Pose landmark coordinates
**********
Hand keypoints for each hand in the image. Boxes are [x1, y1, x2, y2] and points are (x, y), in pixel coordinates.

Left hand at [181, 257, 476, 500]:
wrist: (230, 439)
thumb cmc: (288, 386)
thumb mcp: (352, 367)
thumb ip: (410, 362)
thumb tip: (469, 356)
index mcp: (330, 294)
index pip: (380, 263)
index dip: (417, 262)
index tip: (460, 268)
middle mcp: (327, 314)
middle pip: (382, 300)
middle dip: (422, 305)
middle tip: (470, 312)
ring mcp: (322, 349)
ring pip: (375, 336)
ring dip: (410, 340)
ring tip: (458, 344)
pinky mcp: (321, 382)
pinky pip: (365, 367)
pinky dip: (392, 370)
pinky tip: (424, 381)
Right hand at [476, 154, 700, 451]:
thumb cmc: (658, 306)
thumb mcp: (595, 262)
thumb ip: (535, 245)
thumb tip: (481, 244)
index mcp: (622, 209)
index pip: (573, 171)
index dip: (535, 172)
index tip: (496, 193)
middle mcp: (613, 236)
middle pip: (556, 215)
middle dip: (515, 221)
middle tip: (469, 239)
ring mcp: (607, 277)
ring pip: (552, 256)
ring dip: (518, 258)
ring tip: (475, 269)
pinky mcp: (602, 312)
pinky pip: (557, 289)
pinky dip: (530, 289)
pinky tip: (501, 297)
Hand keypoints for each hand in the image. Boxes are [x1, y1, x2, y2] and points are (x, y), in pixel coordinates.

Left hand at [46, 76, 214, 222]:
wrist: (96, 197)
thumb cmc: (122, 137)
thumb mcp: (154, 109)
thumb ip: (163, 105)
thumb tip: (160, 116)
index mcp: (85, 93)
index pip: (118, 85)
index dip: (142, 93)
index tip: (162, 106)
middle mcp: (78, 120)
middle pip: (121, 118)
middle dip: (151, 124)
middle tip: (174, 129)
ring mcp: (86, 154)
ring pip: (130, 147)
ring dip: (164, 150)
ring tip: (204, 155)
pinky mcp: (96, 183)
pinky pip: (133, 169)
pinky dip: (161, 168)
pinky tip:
**********
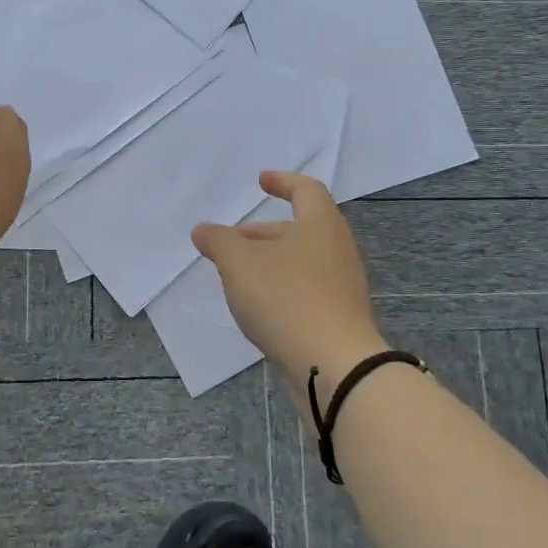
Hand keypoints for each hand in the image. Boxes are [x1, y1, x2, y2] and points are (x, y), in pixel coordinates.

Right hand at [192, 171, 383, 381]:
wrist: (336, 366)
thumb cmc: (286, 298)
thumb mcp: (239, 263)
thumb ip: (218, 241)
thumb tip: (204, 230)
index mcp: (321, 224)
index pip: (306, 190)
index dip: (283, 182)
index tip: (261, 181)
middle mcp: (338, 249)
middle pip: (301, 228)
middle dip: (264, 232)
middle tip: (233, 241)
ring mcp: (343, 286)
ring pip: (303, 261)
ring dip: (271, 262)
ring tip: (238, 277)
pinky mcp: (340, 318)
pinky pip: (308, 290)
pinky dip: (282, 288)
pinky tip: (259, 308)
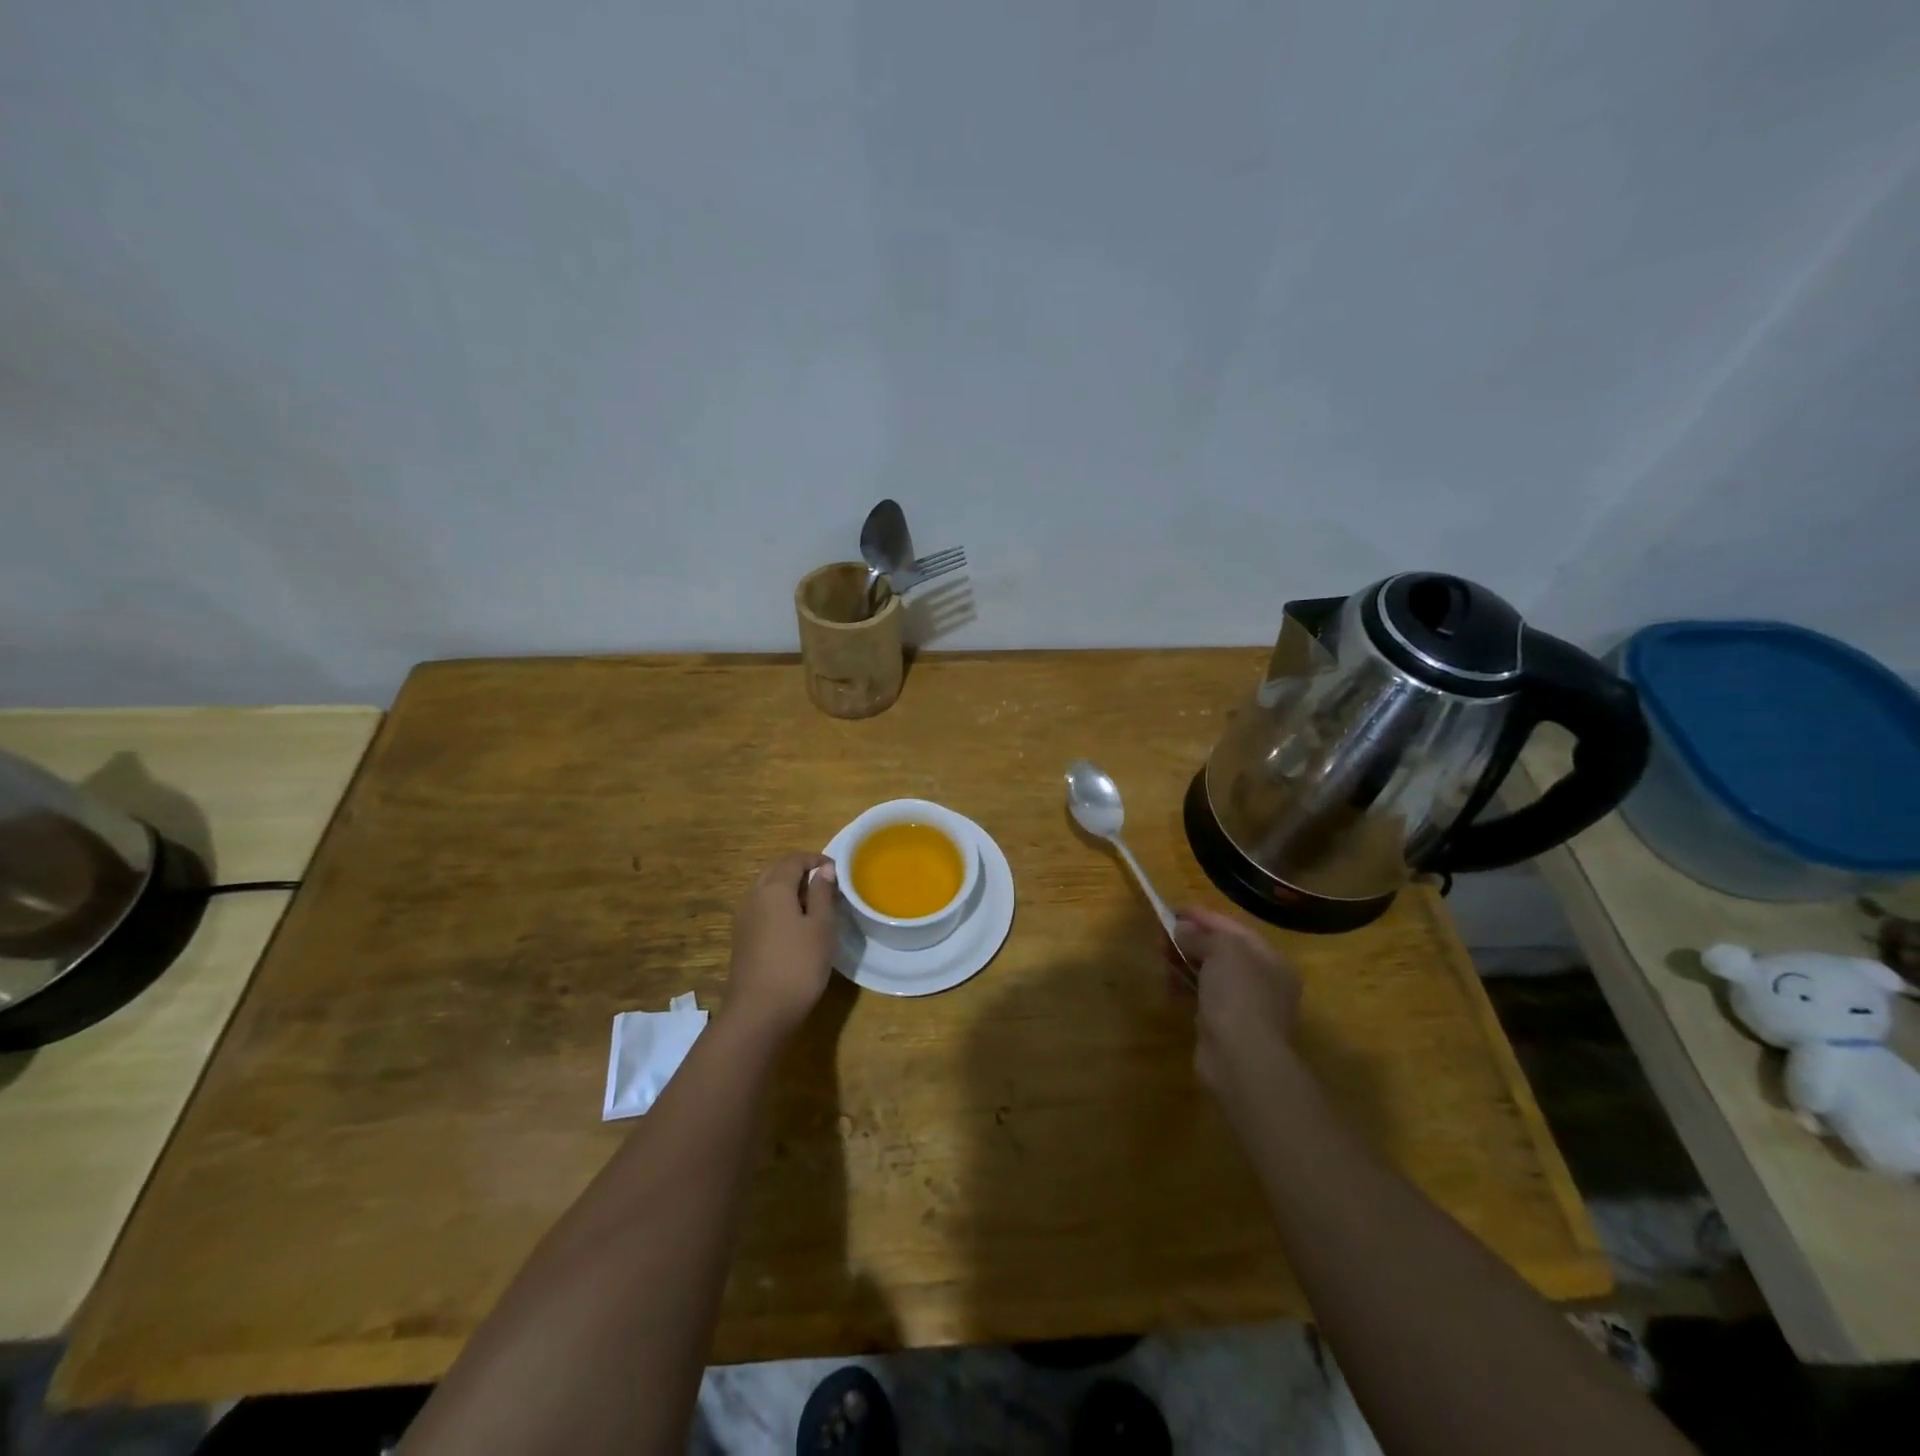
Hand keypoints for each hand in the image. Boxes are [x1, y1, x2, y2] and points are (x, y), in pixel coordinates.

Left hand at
**********
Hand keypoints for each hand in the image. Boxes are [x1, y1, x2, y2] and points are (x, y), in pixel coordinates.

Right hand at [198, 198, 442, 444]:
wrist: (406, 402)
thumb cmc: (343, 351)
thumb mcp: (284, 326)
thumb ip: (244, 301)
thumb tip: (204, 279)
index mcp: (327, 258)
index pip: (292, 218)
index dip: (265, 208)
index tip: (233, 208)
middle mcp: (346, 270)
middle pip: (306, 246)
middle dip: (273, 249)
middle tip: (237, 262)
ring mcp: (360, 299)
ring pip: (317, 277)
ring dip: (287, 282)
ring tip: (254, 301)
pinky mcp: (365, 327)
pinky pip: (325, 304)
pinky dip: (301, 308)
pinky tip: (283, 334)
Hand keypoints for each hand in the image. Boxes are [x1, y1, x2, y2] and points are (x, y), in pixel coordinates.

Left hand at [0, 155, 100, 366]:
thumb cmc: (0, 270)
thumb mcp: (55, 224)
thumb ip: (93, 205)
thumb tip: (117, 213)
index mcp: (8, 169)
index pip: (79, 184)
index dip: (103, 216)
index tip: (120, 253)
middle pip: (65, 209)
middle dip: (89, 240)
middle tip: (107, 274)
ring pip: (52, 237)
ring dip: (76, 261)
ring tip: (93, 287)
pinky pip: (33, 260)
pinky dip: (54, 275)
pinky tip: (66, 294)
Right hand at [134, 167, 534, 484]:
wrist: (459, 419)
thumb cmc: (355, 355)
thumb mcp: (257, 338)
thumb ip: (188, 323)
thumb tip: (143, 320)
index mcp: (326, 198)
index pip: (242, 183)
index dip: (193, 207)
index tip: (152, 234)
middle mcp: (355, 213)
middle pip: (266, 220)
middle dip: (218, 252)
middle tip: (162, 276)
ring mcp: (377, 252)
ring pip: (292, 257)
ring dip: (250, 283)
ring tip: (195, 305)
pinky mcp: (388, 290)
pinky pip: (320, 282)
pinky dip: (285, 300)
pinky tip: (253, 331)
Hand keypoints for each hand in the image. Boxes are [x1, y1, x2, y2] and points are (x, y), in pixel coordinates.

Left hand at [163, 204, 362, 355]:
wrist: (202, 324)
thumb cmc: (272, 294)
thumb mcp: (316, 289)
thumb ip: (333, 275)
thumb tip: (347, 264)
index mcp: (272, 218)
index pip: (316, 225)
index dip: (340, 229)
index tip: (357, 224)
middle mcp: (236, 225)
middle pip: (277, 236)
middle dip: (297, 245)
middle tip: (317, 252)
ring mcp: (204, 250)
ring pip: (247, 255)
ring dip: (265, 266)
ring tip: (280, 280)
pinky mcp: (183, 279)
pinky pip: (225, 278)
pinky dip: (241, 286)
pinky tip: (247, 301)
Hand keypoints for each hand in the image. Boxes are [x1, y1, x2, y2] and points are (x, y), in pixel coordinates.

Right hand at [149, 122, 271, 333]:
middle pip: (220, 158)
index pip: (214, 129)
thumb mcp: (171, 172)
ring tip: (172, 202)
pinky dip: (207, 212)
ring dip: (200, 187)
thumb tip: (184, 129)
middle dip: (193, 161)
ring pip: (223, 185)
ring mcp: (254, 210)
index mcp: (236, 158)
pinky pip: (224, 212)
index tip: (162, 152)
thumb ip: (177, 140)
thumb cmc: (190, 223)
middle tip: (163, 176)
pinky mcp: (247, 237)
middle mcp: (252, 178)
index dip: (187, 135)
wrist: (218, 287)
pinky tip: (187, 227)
**********
What you have to do: From the entries above, give again exactly the lines running from the line with "middle pip: (306, 246)" to the line with "wrist: (459, 419)"; include both of those lines.

Solution to this exercise:
middle pip: (306, 246)
middle dip: (273, 249)
middle tip: (237, 262)
ring mcp: (360, 299)
ring pip: (317, 277)
ring dip: (287, 282)
ring tip: (254, 301)
pinky mcp: (365, 327)
pinky pip: (325, 304)
pinky dip: (301, 308)
pinky tip: (283, 334)
Hand keypoints for each hand in the image. Boxes are [x1, y1, x2, y2] and points are (x, y), in pixel coordinates.

Left hand at [0, 155, 100, 366]:
thumb cmc: (0, 270)
thumb mcp: (55, 224)
thumb ip: (93, 205)
thumb tip: (117, 213)
index mcp: (8, 169)
index pip: (79, 184)
index dip: (103, 216)
index tip: (120, 253)
middle pip: (65, 209)
middle dip: (89, 240)
middle tip: (107, 274)
ring pip: (52, 237)
ring dip: (76, 261)
ring tip: (93, 287)
pinky pip: (33, 260)
pinky dip: (54, 275)
pinky tip: (66, 294)
Right hand at [134, 167, 534, 484]:
wrist: (459, 419)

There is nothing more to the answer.